# [Your instructions]
Please copy out every line of the listing below in which the word "meet" appears.

┌─ Data to use

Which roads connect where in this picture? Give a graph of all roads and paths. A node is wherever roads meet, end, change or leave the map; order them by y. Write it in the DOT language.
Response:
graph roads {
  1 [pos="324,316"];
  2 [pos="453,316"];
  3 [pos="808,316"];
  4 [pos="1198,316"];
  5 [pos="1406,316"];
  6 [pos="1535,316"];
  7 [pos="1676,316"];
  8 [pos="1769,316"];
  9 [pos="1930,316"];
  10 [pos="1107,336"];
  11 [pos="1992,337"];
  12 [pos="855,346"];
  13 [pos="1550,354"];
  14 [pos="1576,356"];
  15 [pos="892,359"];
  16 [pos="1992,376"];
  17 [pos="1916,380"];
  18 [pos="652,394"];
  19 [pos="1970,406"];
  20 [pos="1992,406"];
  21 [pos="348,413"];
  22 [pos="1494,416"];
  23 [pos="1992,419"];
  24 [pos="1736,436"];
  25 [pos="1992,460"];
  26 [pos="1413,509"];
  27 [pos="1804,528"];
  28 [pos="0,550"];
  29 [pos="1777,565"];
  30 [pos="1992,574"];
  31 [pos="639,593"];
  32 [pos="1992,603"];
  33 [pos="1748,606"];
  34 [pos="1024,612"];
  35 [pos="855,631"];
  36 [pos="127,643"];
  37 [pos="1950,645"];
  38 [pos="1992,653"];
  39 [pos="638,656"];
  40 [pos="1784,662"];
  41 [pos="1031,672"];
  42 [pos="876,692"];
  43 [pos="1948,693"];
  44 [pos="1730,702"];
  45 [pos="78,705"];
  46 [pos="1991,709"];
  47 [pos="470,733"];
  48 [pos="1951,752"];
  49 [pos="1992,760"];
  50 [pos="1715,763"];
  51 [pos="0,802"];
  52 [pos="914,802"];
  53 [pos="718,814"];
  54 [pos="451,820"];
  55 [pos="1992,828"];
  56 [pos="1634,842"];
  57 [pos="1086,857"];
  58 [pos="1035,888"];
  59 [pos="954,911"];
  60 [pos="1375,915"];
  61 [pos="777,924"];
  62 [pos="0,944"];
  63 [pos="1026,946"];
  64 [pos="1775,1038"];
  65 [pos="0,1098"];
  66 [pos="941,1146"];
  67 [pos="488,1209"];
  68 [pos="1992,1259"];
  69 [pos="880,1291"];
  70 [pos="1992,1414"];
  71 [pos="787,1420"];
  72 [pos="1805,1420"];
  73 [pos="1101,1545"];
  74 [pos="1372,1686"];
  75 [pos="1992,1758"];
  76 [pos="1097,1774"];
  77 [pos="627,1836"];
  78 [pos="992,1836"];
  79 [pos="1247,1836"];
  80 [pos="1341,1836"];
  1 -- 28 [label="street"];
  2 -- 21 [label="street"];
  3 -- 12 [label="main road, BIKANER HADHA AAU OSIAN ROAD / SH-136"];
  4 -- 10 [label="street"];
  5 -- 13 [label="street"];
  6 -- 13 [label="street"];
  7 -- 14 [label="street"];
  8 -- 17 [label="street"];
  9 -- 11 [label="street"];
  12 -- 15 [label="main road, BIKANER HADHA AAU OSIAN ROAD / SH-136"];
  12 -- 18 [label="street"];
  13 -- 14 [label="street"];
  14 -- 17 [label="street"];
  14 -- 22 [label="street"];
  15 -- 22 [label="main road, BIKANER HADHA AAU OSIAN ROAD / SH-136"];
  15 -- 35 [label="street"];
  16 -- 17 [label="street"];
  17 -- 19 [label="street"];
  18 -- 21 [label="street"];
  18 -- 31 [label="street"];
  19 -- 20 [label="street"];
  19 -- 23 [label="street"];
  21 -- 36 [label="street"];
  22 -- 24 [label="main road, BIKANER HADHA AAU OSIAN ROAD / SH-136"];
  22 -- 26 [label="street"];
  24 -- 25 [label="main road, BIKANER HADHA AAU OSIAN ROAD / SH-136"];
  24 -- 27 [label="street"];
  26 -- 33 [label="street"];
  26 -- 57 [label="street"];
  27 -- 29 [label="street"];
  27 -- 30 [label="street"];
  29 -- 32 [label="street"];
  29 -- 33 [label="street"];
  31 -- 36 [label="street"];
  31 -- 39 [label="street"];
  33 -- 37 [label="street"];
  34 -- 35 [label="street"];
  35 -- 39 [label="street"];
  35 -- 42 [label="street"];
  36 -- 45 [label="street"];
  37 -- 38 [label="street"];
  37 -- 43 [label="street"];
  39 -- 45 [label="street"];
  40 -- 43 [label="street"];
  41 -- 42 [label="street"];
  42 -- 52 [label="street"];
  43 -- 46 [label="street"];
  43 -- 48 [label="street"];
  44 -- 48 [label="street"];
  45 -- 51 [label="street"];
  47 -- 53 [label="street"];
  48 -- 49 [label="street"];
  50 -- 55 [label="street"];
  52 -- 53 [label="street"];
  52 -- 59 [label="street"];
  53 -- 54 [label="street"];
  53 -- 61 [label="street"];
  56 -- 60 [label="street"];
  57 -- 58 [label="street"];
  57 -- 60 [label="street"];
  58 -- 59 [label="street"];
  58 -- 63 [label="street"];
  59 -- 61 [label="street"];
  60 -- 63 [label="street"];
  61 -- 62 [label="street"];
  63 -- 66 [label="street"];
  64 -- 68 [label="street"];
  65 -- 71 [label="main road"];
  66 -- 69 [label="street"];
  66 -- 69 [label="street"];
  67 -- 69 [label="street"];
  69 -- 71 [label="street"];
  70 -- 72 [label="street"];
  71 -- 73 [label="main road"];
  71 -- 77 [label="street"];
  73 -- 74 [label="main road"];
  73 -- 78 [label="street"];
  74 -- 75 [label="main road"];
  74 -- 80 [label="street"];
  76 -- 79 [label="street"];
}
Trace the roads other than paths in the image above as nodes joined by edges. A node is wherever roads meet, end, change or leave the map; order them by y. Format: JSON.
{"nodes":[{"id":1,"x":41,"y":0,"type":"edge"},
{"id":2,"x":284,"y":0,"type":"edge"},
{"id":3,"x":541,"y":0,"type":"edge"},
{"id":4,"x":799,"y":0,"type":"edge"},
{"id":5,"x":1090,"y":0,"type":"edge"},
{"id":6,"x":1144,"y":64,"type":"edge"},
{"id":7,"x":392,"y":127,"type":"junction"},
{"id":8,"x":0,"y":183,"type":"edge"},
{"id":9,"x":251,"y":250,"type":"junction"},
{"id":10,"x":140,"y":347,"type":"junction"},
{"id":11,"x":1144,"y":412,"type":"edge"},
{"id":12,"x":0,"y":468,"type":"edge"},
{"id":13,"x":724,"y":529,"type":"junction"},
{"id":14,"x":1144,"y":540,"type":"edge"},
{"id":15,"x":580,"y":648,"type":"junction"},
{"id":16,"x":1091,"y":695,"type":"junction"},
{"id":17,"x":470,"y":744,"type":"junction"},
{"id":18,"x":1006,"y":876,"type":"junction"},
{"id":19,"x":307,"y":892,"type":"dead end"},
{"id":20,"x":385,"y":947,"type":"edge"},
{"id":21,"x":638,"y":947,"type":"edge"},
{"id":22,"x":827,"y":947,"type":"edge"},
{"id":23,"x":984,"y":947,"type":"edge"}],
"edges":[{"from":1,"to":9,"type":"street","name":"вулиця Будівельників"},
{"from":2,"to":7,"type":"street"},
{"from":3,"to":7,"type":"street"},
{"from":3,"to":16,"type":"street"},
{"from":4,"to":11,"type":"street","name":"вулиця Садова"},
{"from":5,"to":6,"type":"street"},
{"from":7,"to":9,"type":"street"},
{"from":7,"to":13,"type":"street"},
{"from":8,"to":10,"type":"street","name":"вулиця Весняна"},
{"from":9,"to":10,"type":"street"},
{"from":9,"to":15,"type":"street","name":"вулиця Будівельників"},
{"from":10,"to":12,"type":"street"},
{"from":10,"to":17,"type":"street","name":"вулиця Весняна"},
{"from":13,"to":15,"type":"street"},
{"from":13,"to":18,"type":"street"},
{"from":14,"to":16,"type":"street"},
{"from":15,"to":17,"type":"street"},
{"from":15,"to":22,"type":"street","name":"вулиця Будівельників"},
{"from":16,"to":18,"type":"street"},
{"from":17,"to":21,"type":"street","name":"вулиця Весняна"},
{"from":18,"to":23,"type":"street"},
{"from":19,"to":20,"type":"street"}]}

└─

# [Exercise solution]
Which roads connect where in this picture? Give a graph of all roads and paths. A node is wherever roads meet, end, change or leave the map; order them by y. Write it in the DOT language.
Trace the roads other than paths in the image above as nodes joined by edges. A node is wherever roads meet, end, change or leave the map; order them by y. Format: JSON.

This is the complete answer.